## YOUR INSTRUCTIONS
A faithful copy of all the data is the goal; omit the pictures.

Stored data:
--------------------
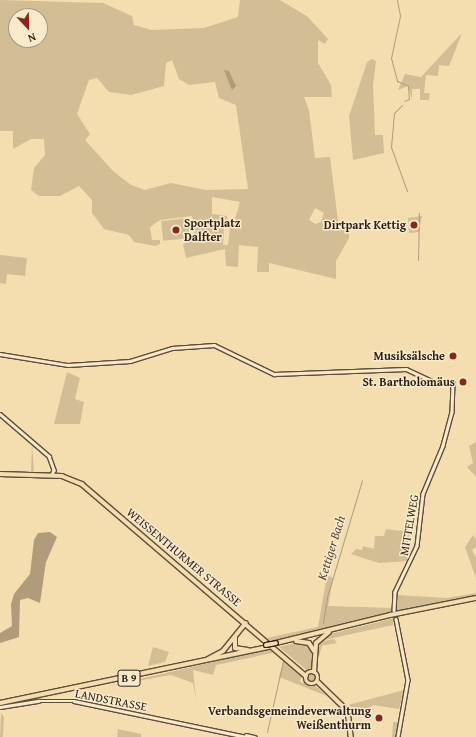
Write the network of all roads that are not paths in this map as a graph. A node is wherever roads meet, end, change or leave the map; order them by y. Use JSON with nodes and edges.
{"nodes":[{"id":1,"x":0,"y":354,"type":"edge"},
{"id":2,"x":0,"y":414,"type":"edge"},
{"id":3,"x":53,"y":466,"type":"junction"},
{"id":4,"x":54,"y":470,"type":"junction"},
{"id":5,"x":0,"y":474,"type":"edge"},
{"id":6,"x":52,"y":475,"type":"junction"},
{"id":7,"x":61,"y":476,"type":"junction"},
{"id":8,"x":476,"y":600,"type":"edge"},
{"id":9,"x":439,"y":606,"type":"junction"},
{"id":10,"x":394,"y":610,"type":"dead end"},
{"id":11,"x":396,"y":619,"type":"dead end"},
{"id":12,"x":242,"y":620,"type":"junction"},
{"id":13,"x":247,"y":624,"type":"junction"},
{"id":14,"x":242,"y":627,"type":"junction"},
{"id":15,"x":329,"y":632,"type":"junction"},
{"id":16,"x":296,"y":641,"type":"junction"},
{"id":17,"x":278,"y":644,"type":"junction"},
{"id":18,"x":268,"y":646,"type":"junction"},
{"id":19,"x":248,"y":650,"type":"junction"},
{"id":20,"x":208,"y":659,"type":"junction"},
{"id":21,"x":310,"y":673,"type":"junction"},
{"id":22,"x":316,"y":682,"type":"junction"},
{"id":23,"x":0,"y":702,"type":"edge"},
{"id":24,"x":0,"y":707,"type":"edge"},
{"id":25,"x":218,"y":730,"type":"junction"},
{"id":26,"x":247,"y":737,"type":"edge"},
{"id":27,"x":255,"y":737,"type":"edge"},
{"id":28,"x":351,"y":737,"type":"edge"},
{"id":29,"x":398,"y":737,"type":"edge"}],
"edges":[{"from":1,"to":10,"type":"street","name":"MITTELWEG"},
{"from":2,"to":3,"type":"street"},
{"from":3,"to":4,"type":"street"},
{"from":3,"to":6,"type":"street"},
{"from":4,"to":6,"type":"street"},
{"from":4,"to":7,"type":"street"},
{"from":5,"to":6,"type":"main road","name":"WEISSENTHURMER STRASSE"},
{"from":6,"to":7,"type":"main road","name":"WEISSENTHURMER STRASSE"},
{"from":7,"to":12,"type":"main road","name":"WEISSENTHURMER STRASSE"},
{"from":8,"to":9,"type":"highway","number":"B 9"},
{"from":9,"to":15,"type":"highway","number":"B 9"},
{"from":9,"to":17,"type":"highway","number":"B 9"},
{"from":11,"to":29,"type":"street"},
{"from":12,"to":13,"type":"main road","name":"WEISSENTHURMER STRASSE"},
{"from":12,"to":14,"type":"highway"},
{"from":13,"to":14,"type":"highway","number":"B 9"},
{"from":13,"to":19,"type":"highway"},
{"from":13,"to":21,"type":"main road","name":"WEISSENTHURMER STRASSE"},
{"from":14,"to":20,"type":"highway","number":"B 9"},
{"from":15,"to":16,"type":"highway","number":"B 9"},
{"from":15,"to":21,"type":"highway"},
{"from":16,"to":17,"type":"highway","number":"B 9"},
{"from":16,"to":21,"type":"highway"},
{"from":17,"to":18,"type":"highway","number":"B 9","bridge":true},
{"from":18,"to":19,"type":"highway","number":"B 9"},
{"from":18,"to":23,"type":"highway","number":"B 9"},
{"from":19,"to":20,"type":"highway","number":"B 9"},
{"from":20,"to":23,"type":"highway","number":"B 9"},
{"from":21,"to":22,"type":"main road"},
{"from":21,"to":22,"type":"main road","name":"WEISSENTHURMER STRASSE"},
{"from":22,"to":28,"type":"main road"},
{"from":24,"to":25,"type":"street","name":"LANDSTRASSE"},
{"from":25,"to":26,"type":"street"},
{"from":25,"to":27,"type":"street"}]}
--------------------
## REPLY TO THE TASK
Write the network of all roads that are not paths in this map as a graph. A node is wherever roads meet, end, change or leave the map; order them by y. Use JSON with nodes and edges.
{"nodes":[{"id":1,"x":0,"y":354,"type":"edge"},
{"id":2,"x":0,"y":414,"type":"edge"},
{"id":3,"x":53,"y":466,"type":"junction"},
{"id":4,"x":54,"y":470,"type":"junction"},
{"id":5,"x":0,"y":474,"type":"edge"},
{"id":6,"x":52,"y":475,"type":"junction"},
{"id":7,"x":61,"y":476,"type":"junction"},
{"id":8,"x":476,"y":600,"type":"edge"},
{"id":9,"x":439,"y":606,"type":"junction"},
{"id":10,"x":394,"y":610,"type":"dead end"},
{"id":11,"x":396,"y":619,"type":"dead end"},
{"id":12,"x":242,"y":620,"type":"junction"},
{"id":13,"x":247,"y":624,"type":"junction"},
{"id":14,"x":242,"y":627,"type":"junction"},
{"id":15,"x":329,"y":632,"type":"junction"},
{"id":16,"x":296,"y":641,"type":"junction"},
{"id":17,"x":278,"y":644,"type":"junction"},
{"id":18,"x":268,"y":646,"type":"junction"},
{"id":19,"x":248,"y":650,"type":"junction"},
{"id":20,"x":208,"y":659,"type":"junction"},
{"id":21,"x":310,"y":673,"type":"junction"},
{"id":22,"x":316,"y":682,"type":"junction"},
{"id":23,"x":0,"y":702,"type":"edge"},
{"id":24,"x":0,"y":707,"type":"edge"},
{"id":25,"x":218,"y":730,"type":"junction"},
{"id":26,"x":247,"y":737,"type":"edge"},
{"id":27,"x":255,"y":737,"type":"edge"},
{"id":28,"x":351,"y":737,"type":"edge"},
{"id":29,"x":398,"y":737,"type":"edge"}],
"edges":[{"from":1,"to":10,"type":"street","name":"MITTELWEG"},
{"from":2,"to":3,"type":"street"},
{"from":3,"to":4,"type":"street"},
{"from":3,"to":6,"type":"street"},
{"from":4,"to":6,"type":"street"},
{"from":4,"to":7,"type":"street"},
{"from":5,"to":6,"type":"main road","name":"WEISSENTHURMER STRASSE"},
{"from":6,"to":7,"type":"main road","name":"WEISSENTHURMER STRASSE"},
{"from":7,"to":12,"type":"main road","name":"WEISSENTHURMER STRASSE"},
{"from":8,"to":9,"type":"highway","number":"B 9"},
{"from":9,"to":15,"type":"highway","number":"B 9"},
{"from":9,"to":17,"type":"highway","number":"B 9"},
{"from":11,"to":29,"type":"street"},
{"from":12,"to":13,"type":"main road","name":"WEISSENTHURMER STRASSE"},
{"from":12,"to":14,"type":"highway"},
{"from":13,"to":14,"type":"highway","number":"B 9"},
{"from":13,"to":19,"type":"highway"},
{"from":13,"to":21,"type":"main road","name":"WEISSENTHURMER STRASSE"},
{"from":14,"to":20,"type":"highway","number":"B 9"},
{"from":15,"to":16,"type":"highway","number":"B 9"},
{"from":15,"to":21,"type":"highway"},
{"from":16,"to":17,"type":"highway","number":"B 9"},
{"from":16,"to":21,"type":"highway"},
{"from":17,"to":18,"type":"highway","number":"B 9","bridge":true},
{"from":18,"to":19,"type":"highway","number":"B 9"},
{"from":18,"to":23,"type":"highway","number":"B 9"},
{"from":19,"to":20,"type":"highway","number":"B 9"},
{"from":20,"to":23,"type":"highway","number":"B 9"},
{"from":21,"to":22,"type":"main road"},
{"from":21,"to":22,"type":"main road","name":"WEISSENTHURMER STRASSE"},
{"from":22,"to":28,"type":"main road"},
{"from":24,"to":25,"type":"street","name":"LANDSTRASSE"},
{"from":25,"to":26,"type":"street"},
{"from":25,"to":27,"type":"street"}]}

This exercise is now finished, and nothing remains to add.